Oncogene RPA1 promotes proliferation of hepatocellular carcinoma via CDK4/Cyclin-D pathway

Abstract

As the sixth most prevalent cancer, hepatocellular carcinoma (HCC) is the third leading cause of cancer-related deaths worldwide. Human replication protein A (RPA), a three-subunit protein, plays a central role in eukaryotic DNA replication, homologous recombination, and excision repair, including RPA1, RPA2 and RPA3. Recently, some studies focusing on the relation between RPA1 and carcinogenesis have demonstrated that RPA1 is a candidate oncogene and influences tumor biological behaviors in many cancers such as esophageal carcinoma, colon cancer, urothelial carcinomas, etc. However, the characteristic role of RPA1 in HCC and the detailed potential mechanism remain unknown.

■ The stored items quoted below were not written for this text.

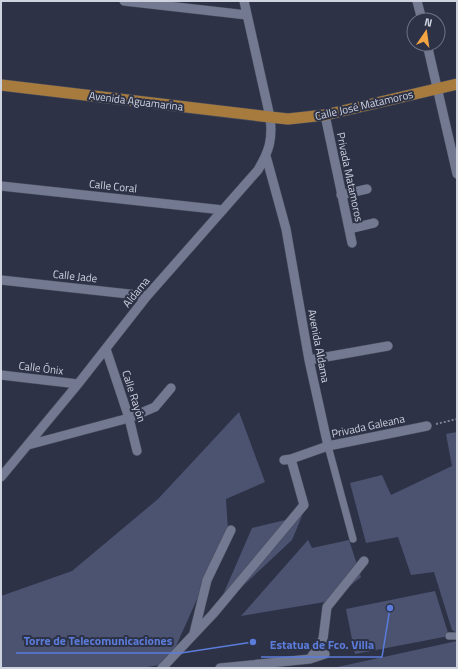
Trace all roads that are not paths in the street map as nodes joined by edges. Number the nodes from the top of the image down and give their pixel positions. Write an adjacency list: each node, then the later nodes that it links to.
1 (124, 1): 5 (street)
2 (244, 1): 5 (street)
3 (417, 1): 4 (street)
4 (420, 12)
5 (247, 15): 11 (street)
6 (429, 52): 9 (street)
7 (457, 84): 9 (main road, Calle José Matamoros)
8 (1, 85): 11 (main road, Avenida Aguamarina)
9 (438, 88): 10 (main road, Calle José Matamoros); 13 (street)
10 (325, 115): 11 (main road, Calle José Matamoros); 16 (street, Privada Matamoros)
11 (270, 118): 12 (street, Aldama)
12 (266, 156): 17 (street, Aldama); 25 (street, Avenida Aldama)
13 (457, 174)
14 (1, 186): 17 (street, Calle Coral)
15 (367, 189): 16 (street)
16 (341, 195): 19 (street, Privada Matamoros)
17 (223, 210): 22 (street, Aldama)
18 (374, 223): 19 (street)
19 (349, 229): 20 (street, Privada Matamoros)
20 (352, 243)
21 (1, 280): 22 (street, Calle Jade)
22 (147, 296): 24 (street, Aldama)
23 (388, 346): 25 (street)
24 (106, 349): 27 (street, Aldama); 29 (street, Calle Rayón)
25 (309, 360): 32 (street, Avenida Aldama)
26 (1, 375): 27 (street, Calle Ónix)
27 (78, 384): 31 (street, Aldama)
28 (171, 388): 29 (street)
29 (129, 418): 31 (street); 33 (street, Calle Rayón)
30 (427, 426): 32 (street, Privada Galeana)
31 (28, 445): 34 (street, Aldama)
32 (328, 446): 37 (street, Avenida Aldama); 39 (street, Privada Galeana)
33 (137, 451)
34 (5, 467): 35 (street, Aldama)
35 (1, 477)
36 (231, 530): 39 (street)
37 (353, 540)
38 (364, 561): 43 (street)
39 (194, 634): 44 (street)
40 (448, 636): 41 (street)
41 (457, 636)
42 (325, 654): 43 (street)
43 (310, 659): 45 (street)
44 (162, 668)
45 (220, 668)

To identify the real effects of RPA1 on HCC and its potential pathway participating in the changes of liver cancer cells, we have conducted this study and demonstrated that RPA1 is up-regulated both in liver cancer cell lines and HCC tissues, which is associated with poorer prognosis, advanced TNM stage and larger tumor size. Stable knock-down of RPA1 by specific small hairpin RNA (shRNA) contributes to the impaired proliferate ability of SK-HEP-1 cells both in vitro and vivo. Consistently, upregulation of RPA1 in HuH-7 cells by specific adenovirus promotes tumor cells' proliferation. Furthermore, cyclin-dependent-kinase 4(CDK4)/Cyclin-D pathway is found to be well associated with RPA1 induced proliferation. In conclusion, RPA1 plays a pivotal role as a potential oncogene in HCC and promotes tumor proliferation via CDK4/Cyclin-D pathway.